Not that it was altogether necessary, though. While songs such as the introspective "Lose You," and "June" worked with a beautiful fragility on record, onstage they came off slightly more heavy handed with their rockier arrangements.
With dark shoulder-length locks and a hand-me-down sweater Yorn certainly looked the part of a young 1970s singer / songwriter. Running through a set which weighed heavy in material from his debut album, he opened with a blast of energy on the number "Black" and continued with the urgent alt-rock track "For Nancy ('Coz It Already Is)" and "Closet." While these edgier songs worked well on their own, some of the numbers performed would have seemed better suited for a simple, intimate show with just Yorn and his acoustic guitar.

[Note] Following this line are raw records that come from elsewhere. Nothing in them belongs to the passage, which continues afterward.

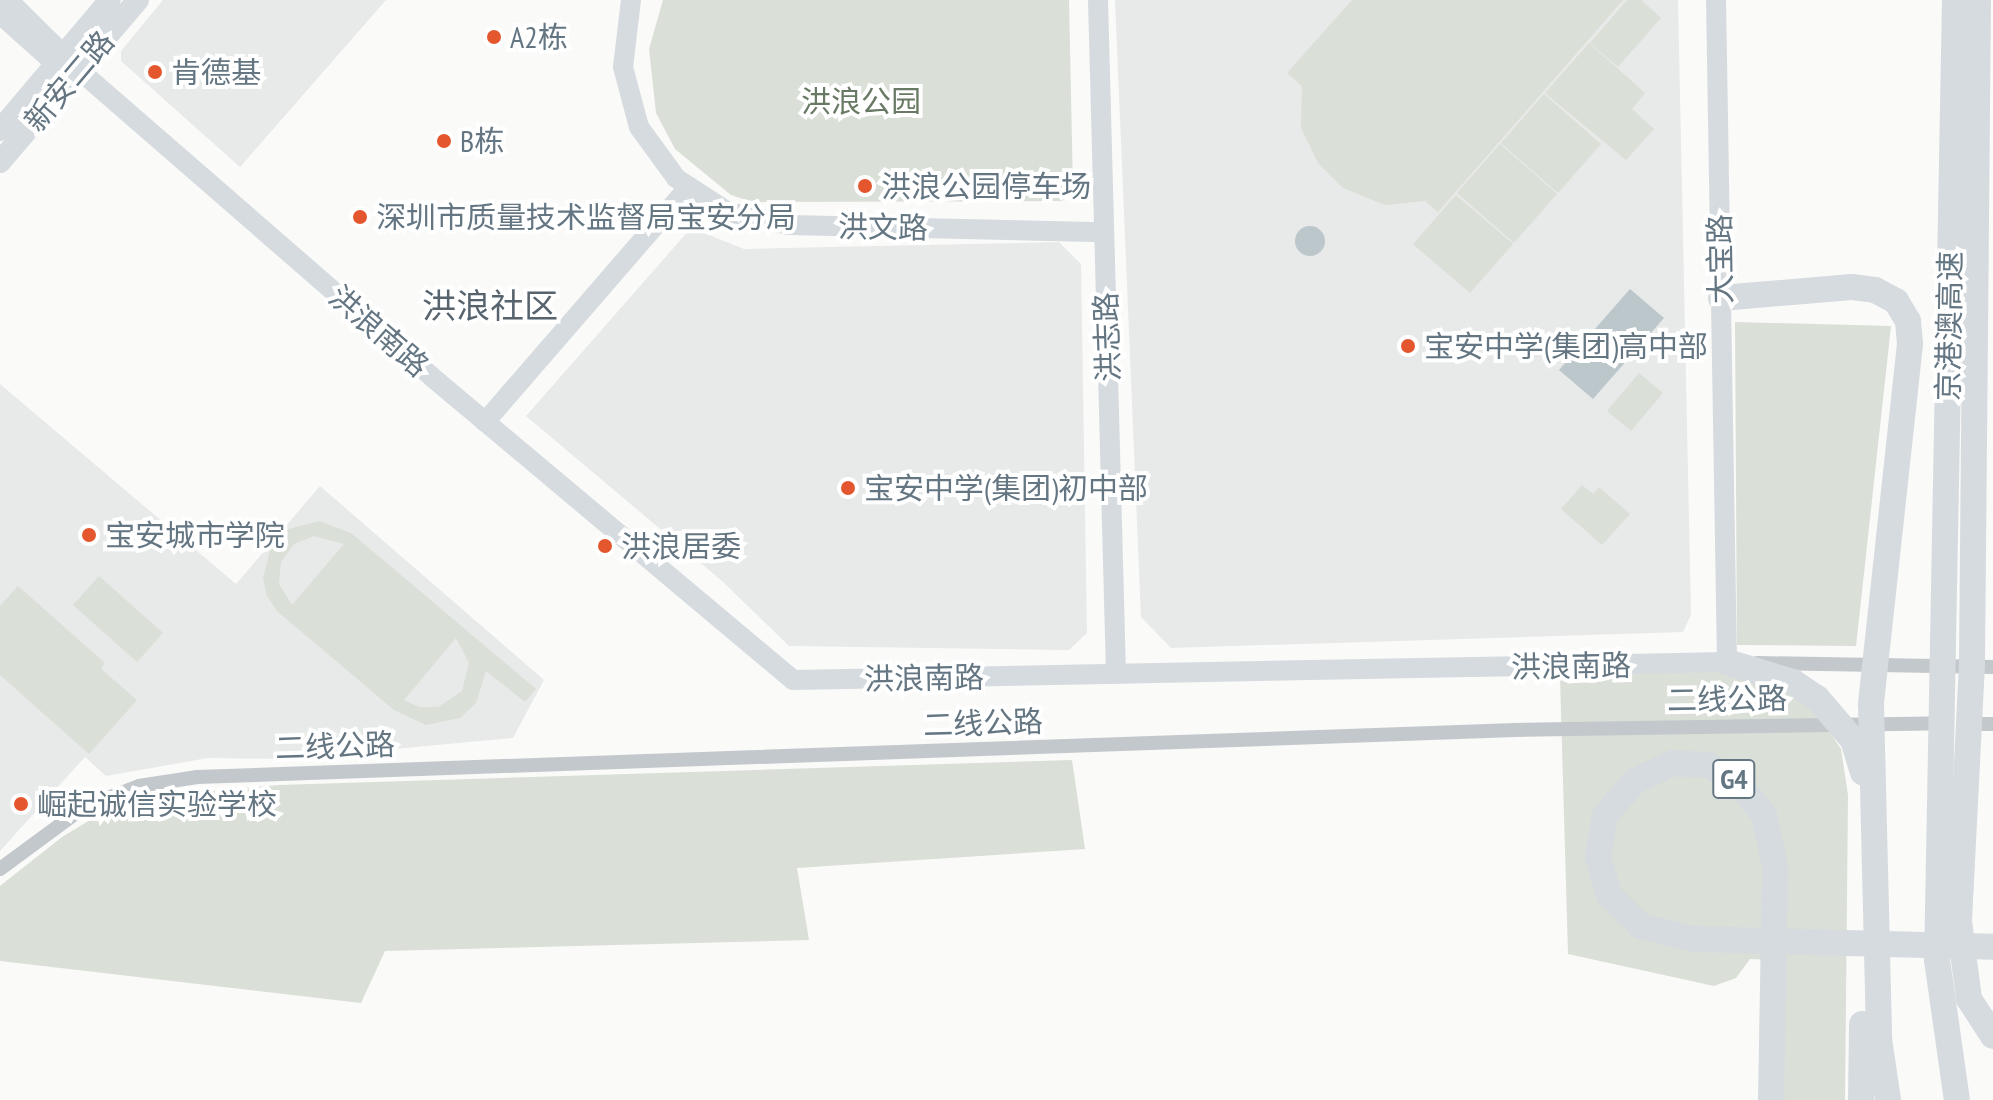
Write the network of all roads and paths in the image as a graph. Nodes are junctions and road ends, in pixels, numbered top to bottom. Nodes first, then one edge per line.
1 (8, 0) edge
2 (110, 0) edge
3 (138, 0) edge
4 (631, 0) edge
5 (1098, 0) edge
6 (1716, 0) edge
7 (1955, 0) edge
8 (1978, 0) edge
9 (1985, 0) edge
10 (0, 14) edge
11 (67, 62) junction
12 (0, 130) edge
13 (1993, 132) edge
14 (0, 162) edge
15 (688, 188) junction
16 (1104, 232) junction
17 (1721, 298) junction
18 (485, 422) junction
19 (1727, 662) junction
20 (1116, 674) junction
21 (1976, 677) edge
22 (1993, 724) edge
23 (1862, 737) junction
24 (0, 869) edge
25 (1993, 947) edge
26 (1993, 1036) edge
27 (1771, 1100) edge
28 (1861, 1100) edge
29 (1888, 1100) edge
30 (1957, 1100) edge

1 - 11 main road
2 - 11 main road, 新安二路
3 - 11 main road, 新安二路
4 - 15 main road, 洪文路
5 - 16 main road, 洪志路
6 - 17 main road, 大宝路
7 - 30 highway, 京港澳高速
8 - 21 highway, 京港澳高速
9 - 13 highway
10 - 11 main road
11 - 12 main road, 新安二路
11 - 14 main road, 新安二路
11 - 18 main road, 洪浪南路
15 - 16 main road, 洪文路
15 - 18 main road
16 - 20 main road, 洪志路
17 - 19 main road, 大宝路
17 - 23 highway
18 - 20 main road, 洪浪南路
19 - 20 main road, 洪浪南路
19 - 21 street, 洪浪南路
19 - 23 highway
21 - 26 highway, 京港澳高速
22 - 24 street, 二线公路
23 - 28 highway
23 - 29 highway
25 - 27 highway, G4

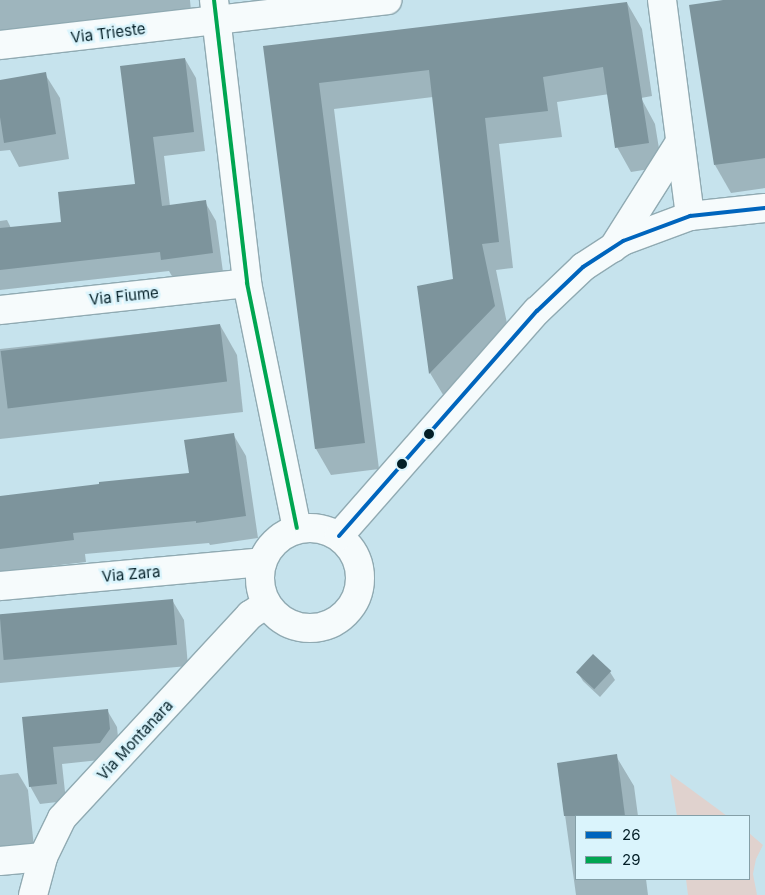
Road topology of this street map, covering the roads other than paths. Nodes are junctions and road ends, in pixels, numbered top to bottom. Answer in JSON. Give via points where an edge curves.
{"nodes":[{"id":1,"x":387,"y":0,"type":"edge"},
{"id":2,"x":662,"y":0,"type":"edge"},
{"id":3,"x":215,"y":10,"type":"edge"},
{"id":4,"x":0,"y":45,"type":"edge"},
{"id":5,"x":680,"y":142,"type":"junction"},
{"id":6,"x":765,"y":208,"type":"edge"},
{"id":7,"x":690,"y":216,"type":"junction"},
{"id":8,"x":613,"y":248,"type":"junction"},
{"id":9,"x":248,"y":283,"type":"junction"},
{"id":10,"x":0,"y":310,"type":"edge"},
{"id":11,"x":298,"y":528,"type":"junction"},
{"id":12,"x":339,"y":536,"type":"junction"},
{"id":13,"x":262,"y":562,"type":"junction"},
{"id":14,"x":0,"y":586,"type":"edge"},
{"id":15,"x":266,"y":604,"type":"junction"},
{"id":16,"x":43,"y":857,"type":"junction"},
{"id":17,"x":0,"y":862,"type":"edge"},
{"id":18,"x":33,"y":895,"type":"edge"}],
"edges":[{"from":1,"to":3,"type":"street","name":"Via Trieste"},
{"from":2,"to":5,"type":"street"},
{"from":3,"to":4,"type":"street","name":"Via Trieste"},
{"from":3,"to":9,"type":"street"},
{"from":5,"to":7,"type":"street"},
{"from":5,"to":8,"type":"street"},
{"from":6,"to":7,"type":"street"},
{"from":7,"to":8,"type":"street","via":[[623,241]]},
{"from":8,"to":12,"type":"street","via":[[583,267],[537,312]]},
{"from":9,"to":10,"type":"street","name":"Via Fiume"},
{"from":9,"to":11,"type":"street"},
{"from":11,"to":12,"type":"street","via":[[312,527]]},
{"from":11,"to":13,"type":"street","via":[[282,535]]},
{"from":12,"to":15,"type":"street","via":[[358,561],[360,577],[352,606],[341,618],[326,626],[293,626]]},
{"from":13,"to":14,"type":"street","name":"Via Zara"},
{"from":13,"to":15,"type":"street","via":[[260,591]]},
{"from":15,"to":16,"type":"street","name":"Via Montanara","via":[[250,615],[62,818]]},
{"from":16,"to":17,"type":"street"},
{"from":16,"to":18,"type":"street","name":"Via Montanara"}]}
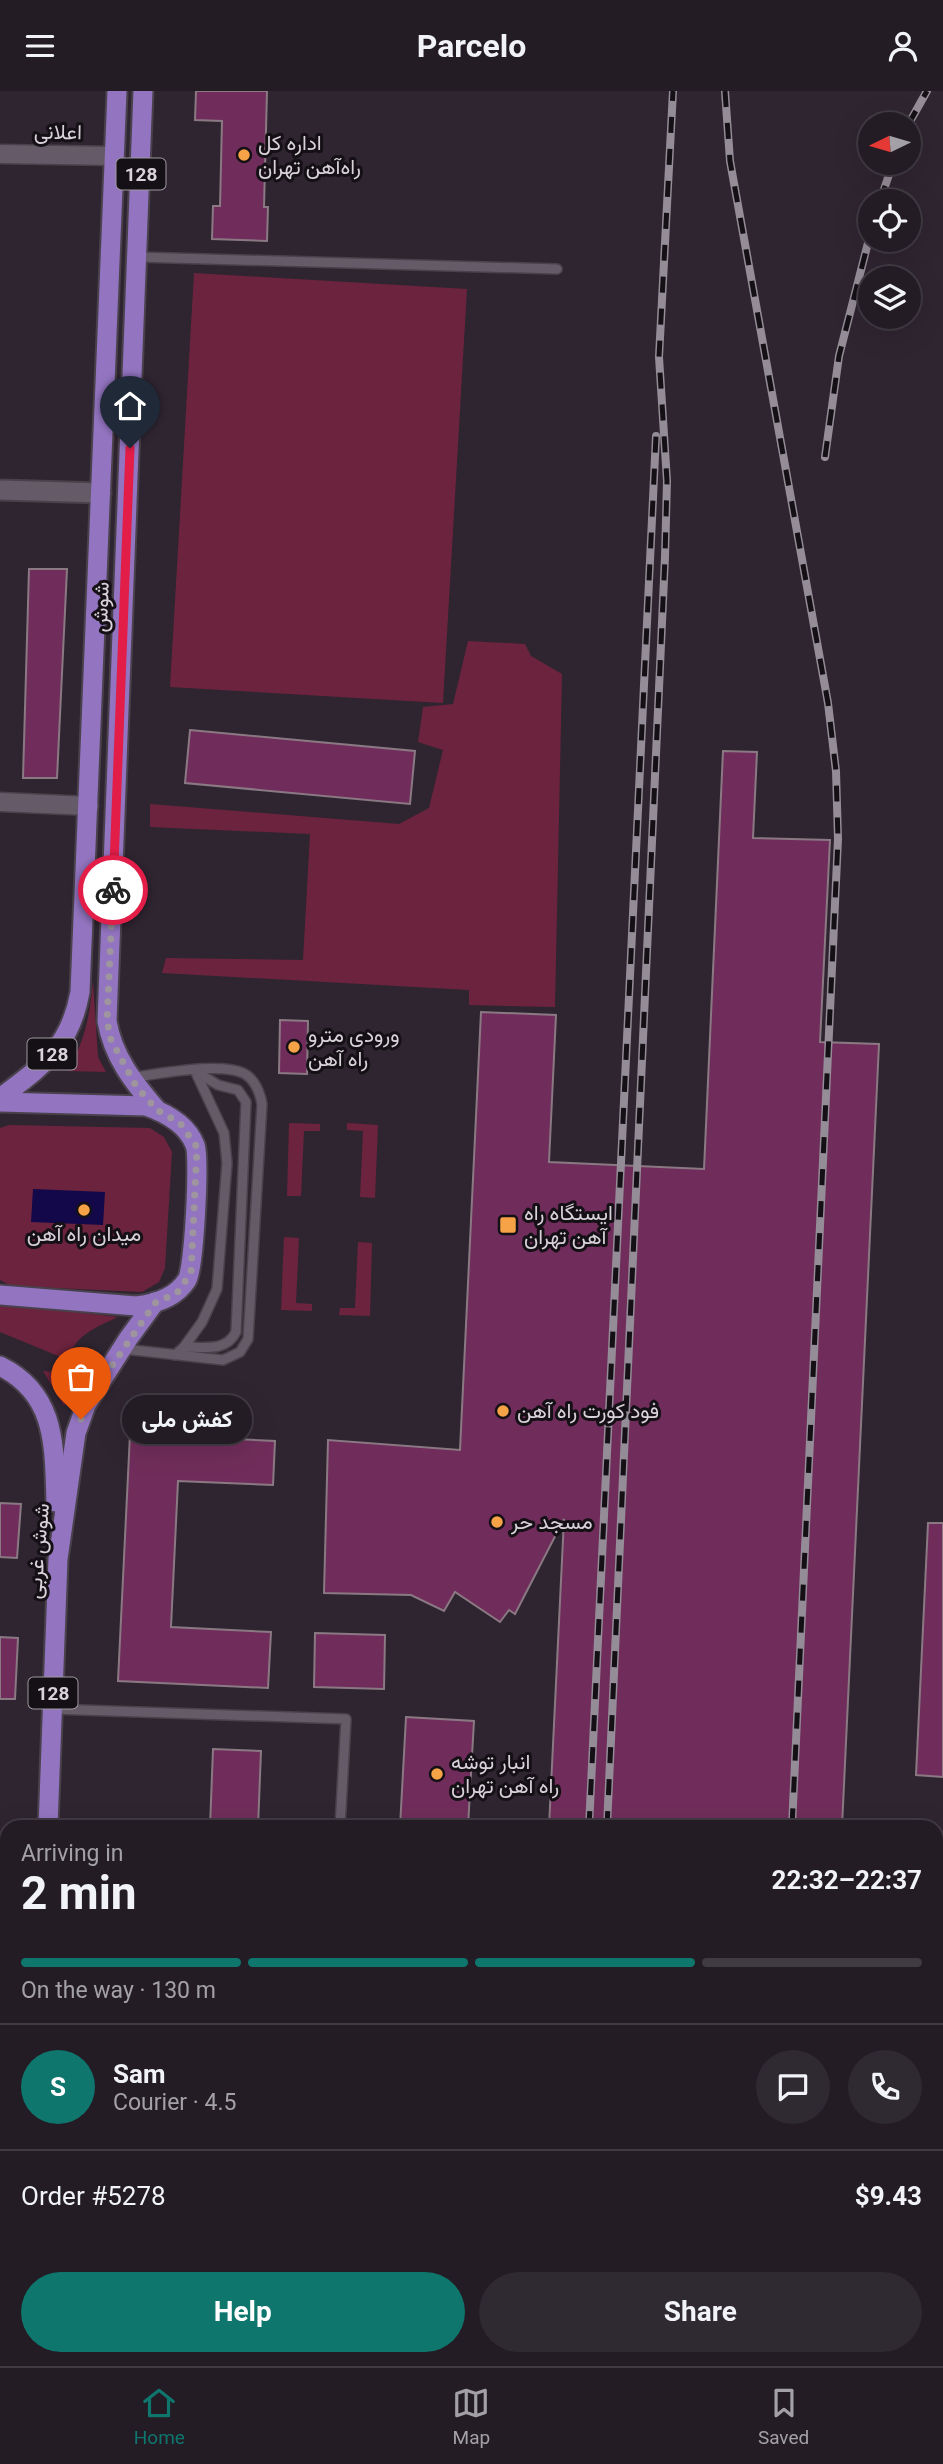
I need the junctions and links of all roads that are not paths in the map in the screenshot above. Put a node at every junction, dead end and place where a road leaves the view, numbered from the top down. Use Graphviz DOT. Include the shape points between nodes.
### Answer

Opening for Yorn were Britpop up-and-comers Elbow, who, with their atmospheric early Radiohead-lite numbers, never quite built up enough momentum to hold any real interest. The slackly-garbed Manchester quintet, led by vocalist Guy Garvey, performed proficiently enough, but, unlike Yorn, their songs - though steeped in emotion - just weren't that strong to begin with.
Pete Yorn reaches up.
Elbow feels the moment.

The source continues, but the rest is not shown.